#### Working data

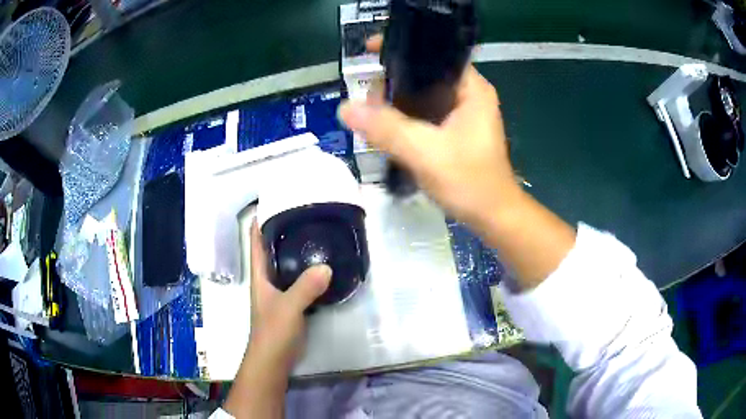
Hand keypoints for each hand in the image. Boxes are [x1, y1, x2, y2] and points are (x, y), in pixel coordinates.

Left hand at [246, 220, 331, 370]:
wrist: (274, 359)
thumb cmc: (273, 331)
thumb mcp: (288, 307)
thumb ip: (305, 287)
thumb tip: (327, 266)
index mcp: (259, 274)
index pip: (255, 240)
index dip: (260, 220)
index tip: (273, 200)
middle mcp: (267, 279)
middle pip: (272, 248)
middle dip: (282, 230)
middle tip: (303, 213)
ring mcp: (279, 291)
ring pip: (286, 263)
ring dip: (296, 249)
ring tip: (314, 233)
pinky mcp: (291, 302)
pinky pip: (299, 279)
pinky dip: (308, 270)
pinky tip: (322, 265)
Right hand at [338, 36, 518, 225]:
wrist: (493, 217)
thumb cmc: (470, 182)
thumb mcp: (425, 153)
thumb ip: (386, 128)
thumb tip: (345, 108)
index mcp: (471, 89)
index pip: (433, 54)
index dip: (401, 50)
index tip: (370, 53)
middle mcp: (468, 95)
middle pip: (423, 74)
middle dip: (393, 82)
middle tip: (368, 100)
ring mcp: (462, 114)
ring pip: (421, 96)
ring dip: (396, 103)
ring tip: (370, 115)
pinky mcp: (454, 131)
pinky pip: (424, 115)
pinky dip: (404, 118)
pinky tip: (386, 127)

#### Problem details
Exactly as written, restate the listing above with its pictures omitted.

#### Exercise output
Hand keypoints for each hand in the image. Boxes are [x1, y1, x2, y2] and points are (x, y), in pixel coordinates.

Left hand at [246, 220, 331, 370]:
wrist: (274, 359)
thumb cmc: (273, 331)
thumb mcp: (288, 307)
thumb ip: (305, 287)
thumb tip: (327, 266)
index mcp: (259, 274)
index pip: (255, 240)
index dip: (260, 220)
index tip: (273, 200)
middle mcp: (267, 279)
middle pip: (272, 248)
middle dip: (282, 230)
middle tip: (303, 213)
ring mcp: (279, 291)
ring pip: (286, 263)
ring dip: (296, 249)
ring tip: (314, 233)
pinky mcp: (291, 302)
pinky pip: (299, 279)
pinky dip: (308, 270)
pinky tip: (322, 265)
Right hand at [338, 36, 518, 225]:
wrist: (493, 217)
thumb cmc: (470, 182)
thumb mcp: (425, 153)
thumb ip: (386, 128)
thumb tip: (345, 108)
index mcp: (471, 89)
index pip: (433, 54)
index dip: (401, 50)
index tip: (370, 53)
middle mcp: (468, 95)
middle pip: (423, 74)
middle dip: (393, 82)
middle tip: (368, 100)
ring mcp: (462, 114)
ring pip: (421, 96)
ring dip: (396, 103)
ring tip: (370, 115)
pinky mcp: (454, 131)
pinky pip: (424, 115)
pinky dip: (404, 118)
pinky tip: (386, 127)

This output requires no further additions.